- YOUR TASK: Among the lines below, how many have the word "Caquizeiros"? The reply is that number alone.

[Collected data]
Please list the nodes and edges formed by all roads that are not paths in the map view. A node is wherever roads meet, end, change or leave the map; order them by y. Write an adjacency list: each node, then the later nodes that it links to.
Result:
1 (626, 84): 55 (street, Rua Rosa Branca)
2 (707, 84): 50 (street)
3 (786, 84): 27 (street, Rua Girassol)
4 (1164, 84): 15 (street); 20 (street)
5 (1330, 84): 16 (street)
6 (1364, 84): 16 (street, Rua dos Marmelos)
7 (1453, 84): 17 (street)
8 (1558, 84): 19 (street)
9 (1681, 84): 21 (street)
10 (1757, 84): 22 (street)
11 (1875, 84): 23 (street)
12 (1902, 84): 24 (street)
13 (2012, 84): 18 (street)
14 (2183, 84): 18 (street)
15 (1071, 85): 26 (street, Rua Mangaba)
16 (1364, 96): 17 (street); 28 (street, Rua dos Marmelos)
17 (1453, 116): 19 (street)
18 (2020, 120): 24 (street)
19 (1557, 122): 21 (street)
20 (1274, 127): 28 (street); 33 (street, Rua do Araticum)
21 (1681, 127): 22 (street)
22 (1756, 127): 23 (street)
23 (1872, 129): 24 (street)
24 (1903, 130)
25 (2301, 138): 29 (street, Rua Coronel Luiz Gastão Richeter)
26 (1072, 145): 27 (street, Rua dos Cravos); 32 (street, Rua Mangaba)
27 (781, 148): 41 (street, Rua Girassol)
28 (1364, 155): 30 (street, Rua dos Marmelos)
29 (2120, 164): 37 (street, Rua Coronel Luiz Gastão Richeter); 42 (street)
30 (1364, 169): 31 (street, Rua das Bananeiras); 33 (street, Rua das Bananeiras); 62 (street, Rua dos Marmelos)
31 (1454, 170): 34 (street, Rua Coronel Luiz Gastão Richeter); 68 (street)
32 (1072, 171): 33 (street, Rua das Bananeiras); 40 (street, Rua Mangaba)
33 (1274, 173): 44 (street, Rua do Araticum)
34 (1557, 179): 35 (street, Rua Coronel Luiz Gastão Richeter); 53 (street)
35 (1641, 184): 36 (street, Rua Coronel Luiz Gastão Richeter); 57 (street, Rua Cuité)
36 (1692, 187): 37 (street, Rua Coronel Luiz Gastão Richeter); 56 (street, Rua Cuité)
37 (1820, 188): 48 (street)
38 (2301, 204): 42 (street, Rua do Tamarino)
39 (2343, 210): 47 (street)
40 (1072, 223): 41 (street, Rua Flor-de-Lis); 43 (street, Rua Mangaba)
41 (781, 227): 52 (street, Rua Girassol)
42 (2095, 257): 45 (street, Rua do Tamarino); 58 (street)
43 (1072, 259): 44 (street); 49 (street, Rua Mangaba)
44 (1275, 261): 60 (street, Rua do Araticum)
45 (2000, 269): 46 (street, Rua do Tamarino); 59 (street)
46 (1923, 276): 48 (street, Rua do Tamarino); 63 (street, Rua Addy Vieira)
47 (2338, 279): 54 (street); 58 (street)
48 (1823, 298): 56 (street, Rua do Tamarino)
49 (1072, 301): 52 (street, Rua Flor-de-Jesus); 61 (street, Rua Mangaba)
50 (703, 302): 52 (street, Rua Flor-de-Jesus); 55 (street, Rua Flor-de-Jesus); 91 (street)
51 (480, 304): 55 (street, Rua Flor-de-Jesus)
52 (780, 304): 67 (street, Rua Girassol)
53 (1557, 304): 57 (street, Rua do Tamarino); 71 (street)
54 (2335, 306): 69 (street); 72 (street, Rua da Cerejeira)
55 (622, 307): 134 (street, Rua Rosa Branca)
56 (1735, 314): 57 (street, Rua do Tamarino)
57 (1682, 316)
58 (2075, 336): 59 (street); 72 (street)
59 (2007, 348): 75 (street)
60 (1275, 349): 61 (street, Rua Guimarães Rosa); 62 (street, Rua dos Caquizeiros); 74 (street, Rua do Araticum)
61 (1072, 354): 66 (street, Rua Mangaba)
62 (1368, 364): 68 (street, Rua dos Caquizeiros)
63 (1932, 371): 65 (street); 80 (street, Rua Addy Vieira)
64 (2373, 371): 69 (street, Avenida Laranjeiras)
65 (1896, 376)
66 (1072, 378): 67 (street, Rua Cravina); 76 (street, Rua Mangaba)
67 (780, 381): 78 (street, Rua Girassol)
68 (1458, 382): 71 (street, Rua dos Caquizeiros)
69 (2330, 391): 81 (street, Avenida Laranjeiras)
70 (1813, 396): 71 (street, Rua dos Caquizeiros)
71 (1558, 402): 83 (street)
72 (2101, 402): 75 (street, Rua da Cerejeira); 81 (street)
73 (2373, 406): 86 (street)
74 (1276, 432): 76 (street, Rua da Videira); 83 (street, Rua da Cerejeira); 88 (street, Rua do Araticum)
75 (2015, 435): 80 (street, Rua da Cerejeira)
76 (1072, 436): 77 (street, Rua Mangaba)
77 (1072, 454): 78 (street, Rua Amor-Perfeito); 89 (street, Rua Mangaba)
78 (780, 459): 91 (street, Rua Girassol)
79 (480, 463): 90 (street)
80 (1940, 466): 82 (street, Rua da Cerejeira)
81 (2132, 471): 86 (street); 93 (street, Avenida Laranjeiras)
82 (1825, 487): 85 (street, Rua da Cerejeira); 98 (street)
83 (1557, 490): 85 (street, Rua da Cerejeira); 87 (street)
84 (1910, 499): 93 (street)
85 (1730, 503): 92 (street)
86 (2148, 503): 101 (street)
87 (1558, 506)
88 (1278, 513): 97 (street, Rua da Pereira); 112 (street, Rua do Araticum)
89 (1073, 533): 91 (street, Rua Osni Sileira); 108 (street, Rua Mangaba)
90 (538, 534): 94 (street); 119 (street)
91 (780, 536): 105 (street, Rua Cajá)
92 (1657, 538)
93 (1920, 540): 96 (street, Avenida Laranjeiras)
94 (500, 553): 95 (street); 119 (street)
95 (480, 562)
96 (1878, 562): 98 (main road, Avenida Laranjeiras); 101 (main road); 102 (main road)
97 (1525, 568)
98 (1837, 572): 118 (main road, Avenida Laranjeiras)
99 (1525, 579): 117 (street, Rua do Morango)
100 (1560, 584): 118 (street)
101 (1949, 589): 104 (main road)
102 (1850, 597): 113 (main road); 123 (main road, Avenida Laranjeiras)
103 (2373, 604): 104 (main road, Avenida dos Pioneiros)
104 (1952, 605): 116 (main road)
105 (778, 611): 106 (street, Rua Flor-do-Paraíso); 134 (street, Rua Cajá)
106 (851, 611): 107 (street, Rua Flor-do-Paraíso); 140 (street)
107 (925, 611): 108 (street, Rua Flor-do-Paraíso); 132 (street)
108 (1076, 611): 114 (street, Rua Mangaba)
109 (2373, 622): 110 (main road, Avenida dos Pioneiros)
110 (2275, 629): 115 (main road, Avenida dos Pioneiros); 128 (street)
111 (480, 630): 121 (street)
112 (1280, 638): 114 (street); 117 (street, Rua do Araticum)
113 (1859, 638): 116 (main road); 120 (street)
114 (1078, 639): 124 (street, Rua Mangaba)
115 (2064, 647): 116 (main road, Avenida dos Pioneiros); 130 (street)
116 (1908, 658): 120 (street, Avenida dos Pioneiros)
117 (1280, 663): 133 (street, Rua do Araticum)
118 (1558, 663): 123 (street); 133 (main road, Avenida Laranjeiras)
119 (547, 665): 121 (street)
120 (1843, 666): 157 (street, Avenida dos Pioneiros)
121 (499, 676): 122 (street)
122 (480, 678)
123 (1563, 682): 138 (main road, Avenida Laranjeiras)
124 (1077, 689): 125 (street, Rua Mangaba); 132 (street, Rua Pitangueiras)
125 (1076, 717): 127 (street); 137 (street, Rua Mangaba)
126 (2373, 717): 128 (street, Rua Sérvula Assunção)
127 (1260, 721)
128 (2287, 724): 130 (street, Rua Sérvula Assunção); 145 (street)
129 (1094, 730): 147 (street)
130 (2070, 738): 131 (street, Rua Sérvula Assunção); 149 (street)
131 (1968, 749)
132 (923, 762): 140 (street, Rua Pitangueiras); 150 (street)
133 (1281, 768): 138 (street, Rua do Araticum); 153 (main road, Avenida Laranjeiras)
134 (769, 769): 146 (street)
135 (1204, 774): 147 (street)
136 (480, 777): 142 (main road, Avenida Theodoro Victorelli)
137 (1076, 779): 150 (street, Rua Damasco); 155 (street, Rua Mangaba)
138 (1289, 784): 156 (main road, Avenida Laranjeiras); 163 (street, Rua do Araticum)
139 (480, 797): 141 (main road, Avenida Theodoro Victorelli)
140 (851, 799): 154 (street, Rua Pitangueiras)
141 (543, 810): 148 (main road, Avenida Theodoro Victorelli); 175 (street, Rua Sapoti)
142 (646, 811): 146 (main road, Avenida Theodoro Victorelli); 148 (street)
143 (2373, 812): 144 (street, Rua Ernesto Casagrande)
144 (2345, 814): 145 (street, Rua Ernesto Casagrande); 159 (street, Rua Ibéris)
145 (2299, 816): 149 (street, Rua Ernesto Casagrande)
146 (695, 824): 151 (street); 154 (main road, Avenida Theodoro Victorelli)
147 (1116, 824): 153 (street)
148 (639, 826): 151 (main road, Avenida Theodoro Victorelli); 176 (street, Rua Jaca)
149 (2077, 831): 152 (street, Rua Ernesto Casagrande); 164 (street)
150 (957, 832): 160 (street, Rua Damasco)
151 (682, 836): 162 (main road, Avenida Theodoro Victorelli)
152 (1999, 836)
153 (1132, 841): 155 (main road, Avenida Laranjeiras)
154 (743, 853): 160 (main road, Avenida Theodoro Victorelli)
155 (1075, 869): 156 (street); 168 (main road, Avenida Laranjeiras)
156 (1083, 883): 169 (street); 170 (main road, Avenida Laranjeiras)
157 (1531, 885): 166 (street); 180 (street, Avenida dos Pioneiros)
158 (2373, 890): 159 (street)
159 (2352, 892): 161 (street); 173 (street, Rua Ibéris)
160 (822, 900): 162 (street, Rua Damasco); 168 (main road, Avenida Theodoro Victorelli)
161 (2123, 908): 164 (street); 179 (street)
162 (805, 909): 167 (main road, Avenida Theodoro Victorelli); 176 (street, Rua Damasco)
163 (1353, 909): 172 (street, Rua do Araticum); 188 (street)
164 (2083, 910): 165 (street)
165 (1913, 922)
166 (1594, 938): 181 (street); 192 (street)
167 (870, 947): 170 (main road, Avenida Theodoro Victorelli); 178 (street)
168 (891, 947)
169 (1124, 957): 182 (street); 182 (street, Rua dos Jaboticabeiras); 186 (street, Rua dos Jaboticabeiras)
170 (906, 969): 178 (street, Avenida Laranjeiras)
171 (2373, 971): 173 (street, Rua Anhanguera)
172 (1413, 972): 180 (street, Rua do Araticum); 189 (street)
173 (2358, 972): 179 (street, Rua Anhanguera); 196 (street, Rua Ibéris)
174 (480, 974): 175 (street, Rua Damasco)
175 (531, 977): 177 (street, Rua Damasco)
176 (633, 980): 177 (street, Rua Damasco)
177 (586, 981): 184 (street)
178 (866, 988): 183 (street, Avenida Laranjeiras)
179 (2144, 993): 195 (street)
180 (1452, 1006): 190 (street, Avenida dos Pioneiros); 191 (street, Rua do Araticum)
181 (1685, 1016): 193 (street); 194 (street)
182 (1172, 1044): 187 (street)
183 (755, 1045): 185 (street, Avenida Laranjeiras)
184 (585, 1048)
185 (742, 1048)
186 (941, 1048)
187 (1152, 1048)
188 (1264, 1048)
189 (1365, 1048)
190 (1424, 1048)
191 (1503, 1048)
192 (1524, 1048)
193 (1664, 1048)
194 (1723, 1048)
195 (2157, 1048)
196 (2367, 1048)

- ANSWER SECTION: 4